Main teaching contents: graphic transformation, factor and multiple, cuboid and cube, meaning and nature of fraction, addition and subtraction of fraction, wide angle and comprehensive application of statistics and mathematics, etc. Key and difficult points in the second volume of grade five:

1. Graphic conversion. Focus on mastering the symmetry axis of general geometric figures, understand the rotation of figures, explore the characteristics and properties of figure rotation, and rotate simple figures 90 degrees on square paper.

2. Factors and multiples. Make students master the concepts of factor, multiple, prime number and composite number, and know the connections and differences between related concepts. Master the characteristics of multiples of 2, 5 and 3. There are many concepts, so we should clarify the relationship between them, not memorize them by rote, master them on the basis of understanding, and learn to use them flexibly. Number theory itself is a subject that studies the properties of integers, and sometimes it is not easy to combine with specific situations, such as concepts such as prime numbers and composite numbers, and it is difficult to introduce them from real life. In the fifth grade, students' abstract ability has been further developed, and it is necessary to consciously cultivate their abstract generalization ability.

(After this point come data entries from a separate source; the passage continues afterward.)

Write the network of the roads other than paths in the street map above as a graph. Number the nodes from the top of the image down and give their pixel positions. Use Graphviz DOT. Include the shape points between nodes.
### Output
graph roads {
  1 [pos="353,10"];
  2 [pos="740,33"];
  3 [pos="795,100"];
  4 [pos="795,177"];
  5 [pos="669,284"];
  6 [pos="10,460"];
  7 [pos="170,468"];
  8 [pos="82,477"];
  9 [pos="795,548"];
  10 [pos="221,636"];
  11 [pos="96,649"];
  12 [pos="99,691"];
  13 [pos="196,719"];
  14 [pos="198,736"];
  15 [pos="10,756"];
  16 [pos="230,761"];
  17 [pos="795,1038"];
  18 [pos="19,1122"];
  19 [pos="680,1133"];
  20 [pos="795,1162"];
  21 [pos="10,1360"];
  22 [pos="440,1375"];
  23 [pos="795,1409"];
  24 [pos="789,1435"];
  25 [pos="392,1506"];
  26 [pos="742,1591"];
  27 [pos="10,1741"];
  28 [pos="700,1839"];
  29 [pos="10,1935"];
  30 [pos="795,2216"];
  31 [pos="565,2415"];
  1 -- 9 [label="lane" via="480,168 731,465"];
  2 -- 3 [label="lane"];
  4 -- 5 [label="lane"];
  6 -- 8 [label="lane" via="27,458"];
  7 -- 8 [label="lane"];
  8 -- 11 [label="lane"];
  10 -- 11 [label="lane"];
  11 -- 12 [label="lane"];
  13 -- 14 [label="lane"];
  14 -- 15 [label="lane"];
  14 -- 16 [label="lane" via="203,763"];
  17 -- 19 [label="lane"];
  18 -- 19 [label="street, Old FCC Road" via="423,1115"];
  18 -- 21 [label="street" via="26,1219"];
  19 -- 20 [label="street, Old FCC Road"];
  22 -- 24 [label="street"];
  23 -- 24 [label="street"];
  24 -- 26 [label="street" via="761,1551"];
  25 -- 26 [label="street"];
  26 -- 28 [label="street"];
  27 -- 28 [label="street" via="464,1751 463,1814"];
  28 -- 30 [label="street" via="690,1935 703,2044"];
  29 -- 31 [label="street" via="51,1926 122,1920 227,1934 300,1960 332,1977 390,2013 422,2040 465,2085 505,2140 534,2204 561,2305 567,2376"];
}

3. Cubes and cubes. Grasp the characteristics of cuboids and cubes, master the formulas of cuboids and cubes' volume and surface area, explore some measurement methods of physical volume, and promote the further development of students' space concept. This part is the most difficult, because the rational concept of space has just begun to form. Suggestion: (1) The knowledge learned is closely related to real life. An object that combines physical concepts in everyday life. Such as the vertex, edge, surface, surface area, volume, volume and so on. Like a matchbox. (2) Strengthen hands-on practice and independent exploration, so that students can experience the formation process of knowledge. Like making cartons.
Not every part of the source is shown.